EXERCISE BRIEF:
Say how many lines below have "text" in them, giving the number alone.

PROVIDED ENTRIES:

:::::

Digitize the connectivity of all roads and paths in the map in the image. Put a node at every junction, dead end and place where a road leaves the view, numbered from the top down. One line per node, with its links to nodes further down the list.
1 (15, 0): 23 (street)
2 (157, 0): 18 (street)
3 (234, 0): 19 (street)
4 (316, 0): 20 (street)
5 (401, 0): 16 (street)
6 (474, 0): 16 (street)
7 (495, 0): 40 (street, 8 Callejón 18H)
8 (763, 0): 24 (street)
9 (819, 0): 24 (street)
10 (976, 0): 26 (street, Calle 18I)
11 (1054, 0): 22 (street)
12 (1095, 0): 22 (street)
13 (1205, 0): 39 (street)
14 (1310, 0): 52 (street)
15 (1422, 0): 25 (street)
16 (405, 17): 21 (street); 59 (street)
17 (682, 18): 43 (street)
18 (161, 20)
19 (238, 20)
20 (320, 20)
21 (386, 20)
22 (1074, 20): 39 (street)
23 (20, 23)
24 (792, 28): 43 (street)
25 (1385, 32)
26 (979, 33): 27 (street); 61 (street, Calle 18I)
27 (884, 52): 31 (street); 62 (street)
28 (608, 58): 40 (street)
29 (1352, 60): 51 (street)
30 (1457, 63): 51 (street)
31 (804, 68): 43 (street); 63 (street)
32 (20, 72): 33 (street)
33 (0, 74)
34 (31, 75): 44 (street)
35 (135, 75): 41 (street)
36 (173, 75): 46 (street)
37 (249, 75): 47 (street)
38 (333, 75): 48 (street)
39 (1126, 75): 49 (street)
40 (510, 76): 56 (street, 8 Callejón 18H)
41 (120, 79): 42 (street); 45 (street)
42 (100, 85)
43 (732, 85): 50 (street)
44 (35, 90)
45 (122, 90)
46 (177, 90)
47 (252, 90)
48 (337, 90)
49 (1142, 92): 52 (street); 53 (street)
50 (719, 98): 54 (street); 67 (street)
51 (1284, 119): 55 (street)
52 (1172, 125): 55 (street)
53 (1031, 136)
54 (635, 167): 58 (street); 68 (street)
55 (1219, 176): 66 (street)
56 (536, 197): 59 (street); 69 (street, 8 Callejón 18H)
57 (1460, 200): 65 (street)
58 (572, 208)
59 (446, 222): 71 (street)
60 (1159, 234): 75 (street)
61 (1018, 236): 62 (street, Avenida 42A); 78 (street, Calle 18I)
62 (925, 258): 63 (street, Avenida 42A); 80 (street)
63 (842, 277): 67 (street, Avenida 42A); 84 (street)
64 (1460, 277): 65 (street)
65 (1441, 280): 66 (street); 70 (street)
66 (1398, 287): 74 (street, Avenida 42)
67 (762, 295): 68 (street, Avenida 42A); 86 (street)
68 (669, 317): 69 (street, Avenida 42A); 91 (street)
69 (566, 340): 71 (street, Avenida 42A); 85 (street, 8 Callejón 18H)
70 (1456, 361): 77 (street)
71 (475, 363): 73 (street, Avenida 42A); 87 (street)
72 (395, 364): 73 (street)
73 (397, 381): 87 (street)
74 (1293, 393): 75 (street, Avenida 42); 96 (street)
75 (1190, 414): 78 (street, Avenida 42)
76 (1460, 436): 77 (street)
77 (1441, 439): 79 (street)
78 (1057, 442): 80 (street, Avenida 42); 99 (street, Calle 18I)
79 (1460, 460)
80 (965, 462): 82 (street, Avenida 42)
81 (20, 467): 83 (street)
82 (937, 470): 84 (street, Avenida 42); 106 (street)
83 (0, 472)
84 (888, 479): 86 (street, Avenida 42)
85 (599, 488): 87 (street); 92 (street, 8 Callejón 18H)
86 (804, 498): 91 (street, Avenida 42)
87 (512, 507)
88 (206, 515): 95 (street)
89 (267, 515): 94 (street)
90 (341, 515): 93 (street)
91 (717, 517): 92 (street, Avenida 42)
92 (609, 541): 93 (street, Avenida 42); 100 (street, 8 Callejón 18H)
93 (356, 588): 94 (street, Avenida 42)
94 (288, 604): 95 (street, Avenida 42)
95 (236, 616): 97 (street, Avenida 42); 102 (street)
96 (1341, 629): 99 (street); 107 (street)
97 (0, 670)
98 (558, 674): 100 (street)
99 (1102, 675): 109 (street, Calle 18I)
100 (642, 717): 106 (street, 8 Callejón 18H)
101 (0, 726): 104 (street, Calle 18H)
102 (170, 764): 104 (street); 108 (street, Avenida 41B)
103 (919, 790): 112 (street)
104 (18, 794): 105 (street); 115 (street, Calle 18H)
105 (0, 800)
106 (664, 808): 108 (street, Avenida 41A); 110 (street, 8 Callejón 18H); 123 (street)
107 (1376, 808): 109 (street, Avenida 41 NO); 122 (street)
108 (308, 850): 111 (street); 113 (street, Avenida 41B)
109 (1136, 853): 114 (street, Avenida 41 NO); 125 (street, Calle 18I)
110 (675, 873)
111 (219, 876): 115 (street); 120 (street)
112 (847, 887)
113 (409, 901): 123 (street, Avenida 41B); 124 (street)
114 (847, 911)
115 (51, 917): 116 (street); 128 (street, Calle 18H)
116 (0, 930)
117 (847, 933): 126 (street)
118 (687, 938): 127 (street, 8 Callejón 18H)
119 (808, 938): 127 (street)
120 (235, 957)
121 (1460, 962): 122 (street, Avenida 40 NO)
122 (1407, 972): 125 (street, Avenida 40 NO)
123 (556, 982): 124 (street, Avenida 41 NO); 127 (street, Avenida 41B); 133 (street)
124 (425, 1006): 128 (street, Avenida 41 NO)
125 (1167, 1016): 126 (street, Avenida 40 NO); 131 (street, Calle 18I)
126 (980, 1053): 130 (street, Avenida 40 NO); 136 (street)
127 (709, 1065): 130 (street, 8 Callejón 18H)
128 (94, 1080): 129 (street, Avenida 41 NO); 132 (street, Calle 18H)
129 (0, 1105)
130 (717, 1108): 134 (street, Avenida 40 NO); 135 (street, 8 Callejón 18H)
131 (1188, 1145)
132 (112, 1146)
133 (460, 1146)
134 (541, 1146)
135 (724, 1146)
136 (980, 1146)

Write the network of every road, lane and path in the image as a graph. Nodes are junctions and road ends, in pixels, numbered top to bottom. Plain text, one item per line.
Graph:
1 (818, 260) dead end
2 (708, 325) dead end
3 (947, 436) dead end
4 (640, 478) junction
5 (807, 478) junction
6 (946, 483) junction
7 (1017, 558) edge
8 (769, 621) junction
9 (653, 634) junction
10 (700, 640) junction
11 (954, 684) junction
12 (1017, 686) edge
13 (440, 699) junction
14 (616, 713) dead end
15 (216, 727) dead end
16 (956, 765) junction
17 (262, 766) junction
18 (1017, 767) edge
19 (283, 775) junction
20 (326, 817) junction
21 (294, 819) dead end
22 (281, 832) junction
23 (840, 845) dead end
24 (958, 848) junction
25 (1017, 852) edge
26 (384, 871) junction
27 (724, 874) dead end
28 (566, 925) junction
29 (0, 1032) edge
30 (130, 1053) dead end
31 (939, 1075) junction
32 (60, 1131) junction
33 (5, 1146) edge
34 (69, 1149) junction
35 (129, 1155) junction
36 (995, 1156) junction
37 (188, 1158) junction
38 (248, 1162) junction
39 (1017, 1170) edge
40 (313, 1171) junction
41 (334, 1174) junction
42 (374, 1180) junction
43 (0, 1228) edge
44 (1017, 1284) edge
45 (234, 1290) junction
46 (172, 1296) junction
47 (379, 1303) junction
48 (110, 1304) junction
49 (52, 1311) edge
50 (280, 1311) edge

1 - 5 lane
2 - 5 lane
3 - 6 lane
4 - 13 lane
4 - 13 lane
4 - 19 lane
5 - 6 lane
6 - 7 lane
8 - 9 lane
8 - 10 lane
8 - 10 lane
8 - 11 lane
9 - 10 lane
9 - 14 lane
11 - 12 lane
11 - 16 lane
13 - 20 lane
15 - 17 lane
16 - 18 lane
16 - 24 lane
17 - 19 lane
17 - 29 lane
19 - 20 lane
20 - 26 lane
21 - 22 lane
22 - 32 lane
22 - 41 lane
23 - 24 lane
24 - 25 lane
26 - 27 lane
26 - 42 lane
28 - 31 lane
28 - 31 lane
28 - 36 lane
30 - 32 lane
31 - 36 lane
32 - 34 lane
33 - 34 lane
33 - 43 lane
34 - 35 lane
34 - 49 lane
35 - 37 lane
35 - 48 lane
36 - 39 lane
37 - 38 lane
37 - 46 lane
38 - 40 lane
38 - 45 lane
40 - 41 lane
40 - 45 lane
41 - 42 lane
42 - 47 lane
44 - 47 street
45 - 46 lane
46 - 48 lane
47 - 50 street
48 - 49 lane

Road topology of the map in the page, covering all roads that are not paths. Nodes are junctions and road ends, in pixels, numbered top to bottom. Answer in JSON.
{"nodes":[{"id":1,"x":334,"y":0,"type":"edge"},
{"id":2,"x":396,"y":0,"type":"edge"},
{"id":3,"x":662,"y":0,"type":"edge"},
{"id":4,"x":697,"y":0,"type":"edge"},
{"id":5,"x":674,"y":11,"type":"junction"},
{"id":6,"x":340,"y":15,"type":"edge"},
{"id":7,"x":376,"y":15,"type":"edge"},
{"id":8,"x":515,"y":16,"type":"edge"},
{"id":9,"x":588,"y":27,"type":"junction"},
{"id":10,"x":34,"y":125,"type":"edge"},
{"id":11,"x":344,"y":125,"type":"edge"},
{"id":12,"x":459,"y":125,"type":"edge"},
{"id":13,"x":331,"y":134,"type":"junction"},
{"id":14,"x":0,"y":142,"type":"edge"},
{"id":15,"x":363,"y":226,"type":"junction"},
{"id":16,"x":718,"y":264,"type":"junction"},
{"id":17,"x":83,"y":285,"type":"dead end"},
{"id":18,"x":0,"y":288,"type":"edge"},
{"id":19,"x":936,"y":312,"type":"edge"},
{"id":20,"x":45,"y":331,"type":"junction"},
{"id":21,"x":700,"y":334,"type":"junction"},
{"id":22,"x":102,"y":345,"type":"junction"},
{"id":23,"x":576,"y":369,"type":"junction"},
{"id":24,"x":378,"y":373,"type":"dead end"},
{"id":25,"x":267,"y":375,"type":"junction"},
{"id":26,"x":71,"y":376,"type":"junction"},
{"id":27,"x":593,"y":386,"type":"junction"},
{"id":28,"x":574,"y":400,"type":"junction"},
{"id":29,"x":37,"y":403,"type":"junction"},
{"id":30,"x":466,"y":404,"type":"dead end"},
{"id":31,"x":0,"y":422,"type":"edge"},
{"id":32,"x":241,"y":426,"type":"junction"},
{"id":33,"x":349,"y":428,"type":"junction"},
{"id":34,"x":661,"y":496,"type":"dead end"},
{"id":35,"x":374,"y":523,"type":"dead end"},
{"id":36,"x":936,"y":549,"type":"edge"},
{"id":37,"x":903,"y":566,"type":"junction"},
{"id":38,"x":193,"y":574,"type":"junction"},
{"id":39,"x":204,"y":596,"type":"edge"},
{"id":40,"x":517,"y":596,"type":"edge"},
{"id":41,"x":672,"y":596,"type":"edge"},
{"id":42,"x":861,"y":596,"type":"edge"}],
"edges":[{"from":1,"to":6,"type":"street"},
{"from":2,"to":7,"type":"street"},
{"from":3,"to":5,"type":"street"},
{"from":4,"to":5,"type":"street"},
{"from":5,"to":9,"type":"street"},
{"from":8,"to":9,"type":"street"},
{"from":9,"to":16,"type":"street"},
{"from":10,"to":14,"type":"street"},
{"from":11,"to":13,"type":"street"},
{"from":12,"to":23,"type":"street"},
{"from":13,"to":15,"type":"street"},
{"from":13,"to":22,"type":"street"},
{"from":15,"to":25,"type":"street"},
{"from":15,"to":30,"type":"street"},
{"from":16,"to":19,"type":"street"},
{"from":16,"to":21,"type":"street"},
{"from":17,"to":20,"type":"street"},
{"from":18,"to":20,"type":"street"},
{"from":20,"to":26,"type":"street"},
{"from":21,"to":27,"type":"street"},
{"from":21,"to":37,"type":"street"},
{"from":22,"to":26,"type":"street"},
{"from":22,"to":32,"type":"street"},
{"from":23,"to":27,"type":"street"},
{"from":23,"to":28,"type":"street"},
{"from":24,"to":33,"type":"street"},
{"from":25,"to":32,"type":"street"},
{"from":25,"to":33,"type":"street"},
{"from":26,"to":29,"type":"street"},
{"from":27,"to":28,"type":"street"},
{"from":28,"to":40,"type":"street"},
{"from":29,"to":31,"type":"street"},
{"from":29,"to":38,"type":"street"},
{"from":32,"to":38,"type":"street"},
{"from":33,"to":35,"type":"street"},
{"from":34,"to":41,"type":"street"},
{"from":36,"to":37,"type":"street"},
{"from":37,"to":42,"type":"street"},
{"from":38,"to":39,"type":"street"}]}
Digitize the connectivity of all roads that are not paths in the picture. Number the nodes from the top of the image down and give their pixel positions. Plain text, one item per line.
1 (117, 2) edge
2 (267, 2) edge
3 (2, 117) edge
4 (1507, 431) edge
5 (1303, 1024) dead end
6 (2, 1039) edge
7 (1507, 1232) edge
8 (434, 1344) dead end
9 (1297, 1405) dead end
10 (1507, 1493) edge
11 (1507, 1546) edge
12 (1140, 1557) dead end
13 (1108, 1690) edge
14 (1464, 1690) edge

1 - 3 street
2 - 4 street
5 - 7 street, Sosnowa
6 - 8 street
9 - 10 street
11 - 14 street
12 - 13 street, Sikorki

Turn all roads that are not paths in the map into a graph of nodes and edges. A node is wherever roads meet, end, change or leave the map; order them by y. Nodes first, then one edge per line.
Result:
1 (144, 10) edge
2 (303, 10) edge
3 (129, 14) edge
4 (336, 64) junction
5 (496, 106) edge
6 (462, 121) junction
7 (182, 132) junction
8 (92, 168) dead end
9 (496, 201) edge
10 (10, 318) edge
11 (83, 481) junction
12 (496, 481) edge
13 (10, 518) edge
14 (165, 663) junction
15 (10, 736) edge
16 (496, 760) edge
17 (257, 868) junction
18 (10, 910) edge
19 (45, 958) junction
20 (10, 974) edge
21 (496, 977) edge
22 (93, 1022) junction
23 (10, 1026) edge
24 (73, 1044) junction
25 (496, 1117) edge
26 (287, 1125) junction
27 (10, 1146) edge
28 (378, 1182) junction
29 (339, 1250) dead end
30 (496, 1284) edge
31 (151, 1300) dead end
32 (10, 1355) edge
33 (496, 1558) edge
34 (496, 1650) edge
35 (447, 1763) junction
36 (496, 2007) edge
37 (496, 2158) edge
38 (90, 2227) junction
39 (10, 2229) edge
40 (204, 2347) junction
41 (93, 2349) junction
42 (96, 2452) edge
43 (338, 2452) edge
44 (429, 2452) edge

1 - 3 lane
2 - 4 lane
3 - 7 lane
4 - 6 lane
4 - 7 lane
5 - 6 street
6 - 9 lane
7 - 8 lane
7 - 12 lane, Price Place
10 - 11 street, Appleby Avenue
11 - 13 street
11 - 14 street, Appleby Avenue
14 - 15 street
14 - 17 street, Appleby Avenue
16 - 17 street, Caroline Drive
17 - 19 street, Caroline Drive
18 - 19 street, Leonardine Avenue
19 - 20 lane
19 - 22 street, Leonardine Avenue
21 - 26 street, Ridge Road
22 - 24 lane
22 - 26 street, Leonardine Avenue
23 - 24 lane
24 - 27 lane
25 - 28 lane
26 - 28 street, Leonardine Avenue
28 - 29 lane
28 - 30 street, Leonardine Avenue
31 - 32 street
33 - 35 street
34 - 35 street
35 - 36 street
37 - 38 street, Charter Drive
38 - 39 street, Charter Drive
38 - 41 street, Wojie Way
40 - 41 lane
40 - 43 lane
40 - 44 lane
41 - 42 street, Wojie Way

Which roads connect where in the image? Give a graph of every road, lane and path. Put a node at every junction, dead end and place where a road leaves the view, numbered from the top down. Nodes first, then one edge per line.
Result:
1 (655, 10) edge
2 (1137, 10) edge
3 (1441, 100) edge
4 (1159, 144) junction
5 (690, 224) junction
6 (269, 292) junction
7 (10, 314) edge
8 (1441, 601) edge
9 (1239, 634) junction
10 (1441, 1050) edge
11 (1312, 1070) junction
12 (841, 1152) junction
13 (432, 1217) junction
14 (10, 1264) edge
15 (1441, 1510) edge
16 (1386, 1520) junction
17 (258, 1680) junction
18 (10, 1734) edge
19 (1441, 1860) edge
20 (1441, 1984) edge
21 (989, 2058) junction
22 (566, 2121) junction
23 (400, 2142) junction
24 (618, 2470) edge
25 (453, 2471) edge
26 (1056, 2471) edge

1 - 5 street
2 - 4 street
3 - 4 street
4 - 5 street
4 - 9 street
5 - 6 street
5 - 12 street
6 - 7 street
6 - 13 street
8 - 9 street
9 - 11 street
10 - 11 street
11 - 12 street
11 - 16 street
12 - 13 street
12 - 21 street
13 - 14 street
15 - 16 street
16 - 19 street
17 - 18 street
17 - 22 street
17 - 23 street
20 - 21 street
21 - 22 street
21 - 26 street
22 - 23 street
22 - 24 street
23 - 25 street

:::::

EXERCISE RESULT:
2